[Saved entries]
>>>

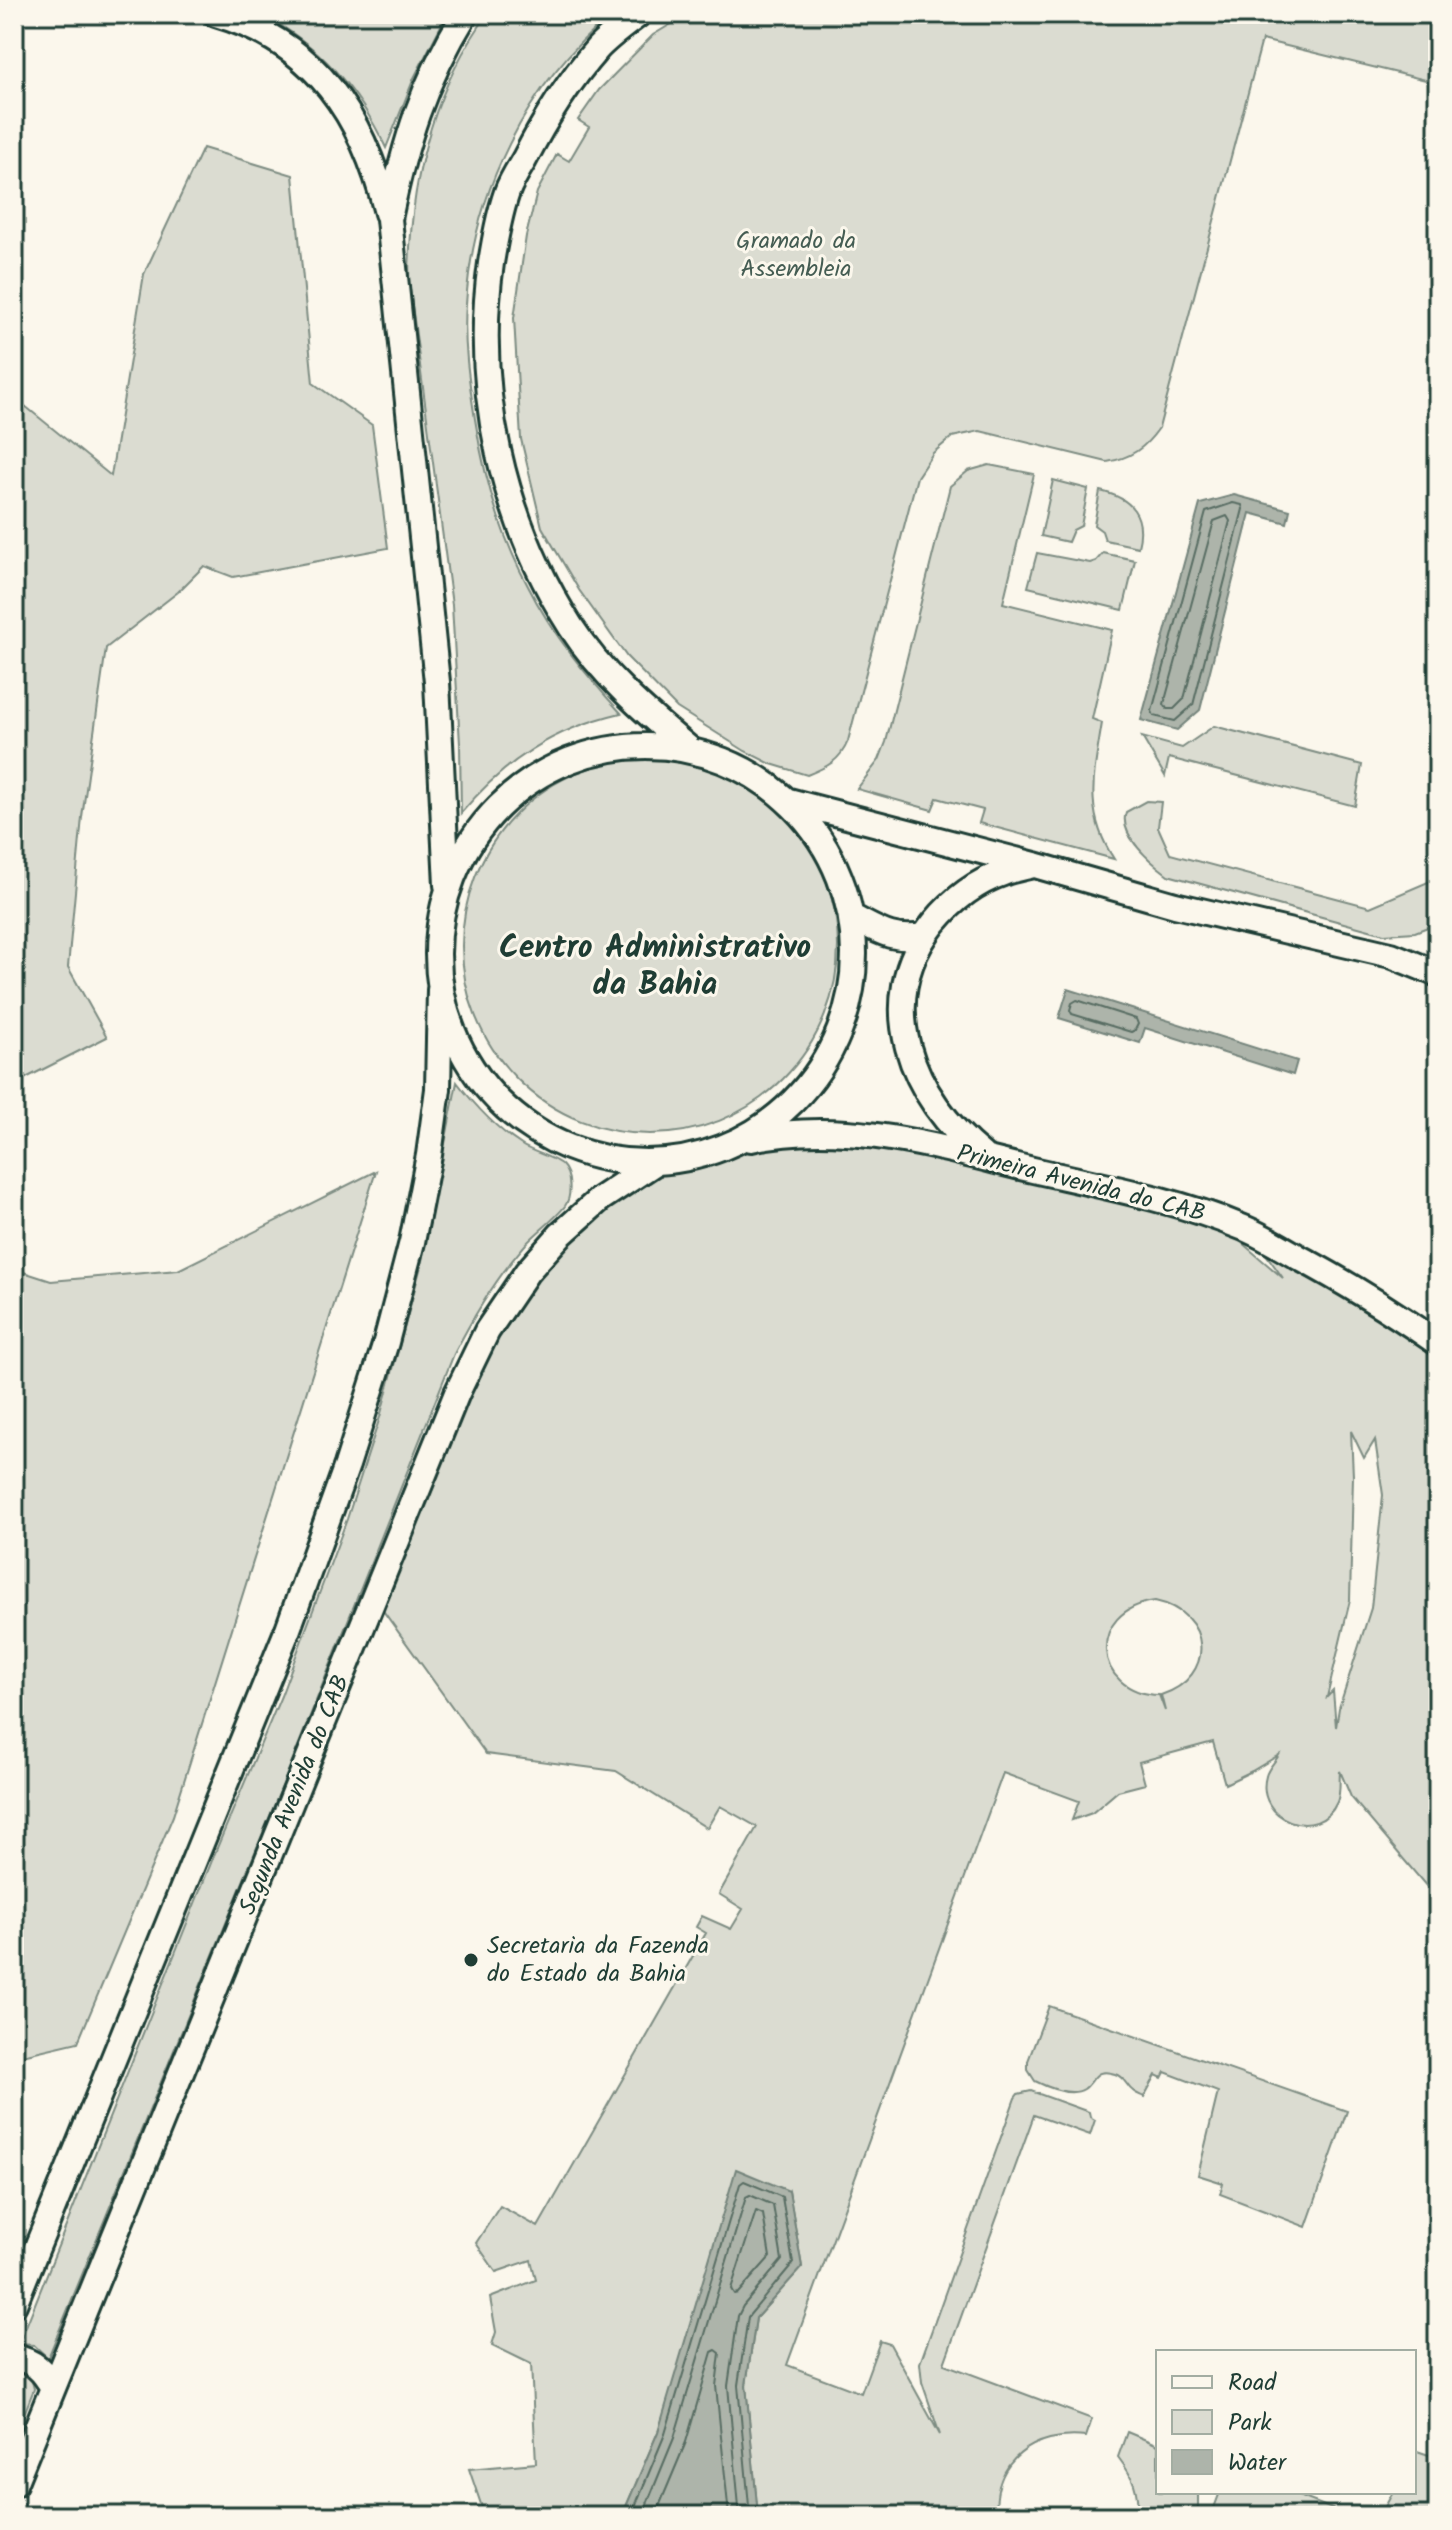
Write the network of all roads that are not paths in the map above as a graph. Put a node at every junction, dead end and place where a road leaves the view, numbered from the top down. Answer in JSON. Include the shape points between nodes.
{"nodes":[{"id":1,"x":216,"y":14,"type":"edge"},
{"id":2,"x":465,"y":14,"type":"edge"},
{"id":3,"x":639,"y":14,"type":"edge"},
{"id":4,"x":389,"y":219,"type":"junction"},
{"id":5,"x":688,"y":748,"type":"junction"},
{"id":6,"x":789,"y":801,"type":"junction"},
{"id":7,"x":1035,"y":865,"type":"junction"},
{"id":8,"x":447,"y":888,"type":"junction"},
{"id":9,"x":852,"y":917,"type":"junction"},
{"id":10,"x":924,"y":936,"type":"junction"},
{"id":11,"x":1438,"y":974,"type":"edge"},
{"id":12,"x":440,"y":990,"type":"junction"},
{"id":13,"x":741,"y":1141,"type":"junction"},
{"id":14,"x":987,"y":1159,"type":"junction"},
{"id":15,"x":656,"y":1162,"type":"junction"},
{"id":16,"x":1438,"y":1343,"type":"edge"},
{"id":17,"x":14,"y":2304,"type":"edge"},
{"id":18,"x":14,"y":2357,"type":"edge"},
{"id":19,"x":53,"y":2388,"type":"junction"},
{"id":20,"x":14,"y":2484,"type":"edge"}],
"edges":[{"from":1,"to":4,"type":"main road","via":[[274,39],[327,84],[361,133]]},
{"from":2,"to":4,"type":"main road","via":[[418,104]]},
{"from":3,"to":5,"type":"main road","via":[[599,47],[567,88],[508,190],[485,303],[485,367],[511,502],[535,562],[572,628],[626,695]]},
{"from":4,"to":8,"type":"main road","via":[[437,682]]},
{"from":5,"to":6,"type":"main road","via":[[734,764]]},
{"from":5,"to":8,"type":"main road","via":[[627,745],[568,759],[515,789],[474,834]]},
{"from":6,"to":7,"type":"main road"},
{"from":6,"to":9,"type":"main road","via":[[830,854]]},
{"from":7,"to":10,"type":"main road","via":[[972,888]]},
{"from":7,"to":11,"type":"main road","via":[[1175,905],[1391,955]]},
{"from":8,"to":12,"type":"main road","via":[[437,939]]},
{"from":9,"to":10,"type":"main road","via":[[895,938]]},
{"from":9,"to":13,"type":"main road","via":[[854,983],[834,1047],[795,1102]]},
{"from":10,"to":14,"type":"main road","via":[[901,1006],[907,1046],[940,1112]]},
{"from":12,"to":15,"type":"main road","via":[[461,1049],[481,1081],[516,1116],[558,1143],[606,1158]]},
{"from":12,"to":17,"type":"main road","via":[[438,1089],[412,1242],[347,1465],[284,1640]]},
{"from":13,"to":14,"type":"main road","name":"Primeira Avenida do CAB","via":[[785,1132],[845,1132]]},
{"from":13,"to":15,"type":"main road","via":[[700,1156]]},
{"from":14,"to":16,"type":"main road","name":"Primeira Avenida do CAB","via":[[1129,1191],[1248,1229],[1353,1286]]},
{"from":15,"to":19,"type":"main road","name":"Segunda Avenida do CAB","via":[[600,1199],[560,1235],[527,1272],[475,1355]]},
{"from":18,"to":19,"type":"main road","via":[[40,2367]]},
{"from":19,"to":20,"type":"main road","name":"Segunda Avenida do CAB"}]}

<<<

◆ WORK TO BE COMPLETED ◆
The lines of the records that contain the string "Primeira" should be located and copied.

◆ RESULT ◆
{"from":13,"to":14,"type":"main road","name":"Primeira Avenida do CAB","via":[[785,1132],[845,1132]]},
{"from":14,"to":16,"type":"main road","name":"Primeira Avenida do CAB","via":[[1129,1191],[1248,1229],[1353,1286]]},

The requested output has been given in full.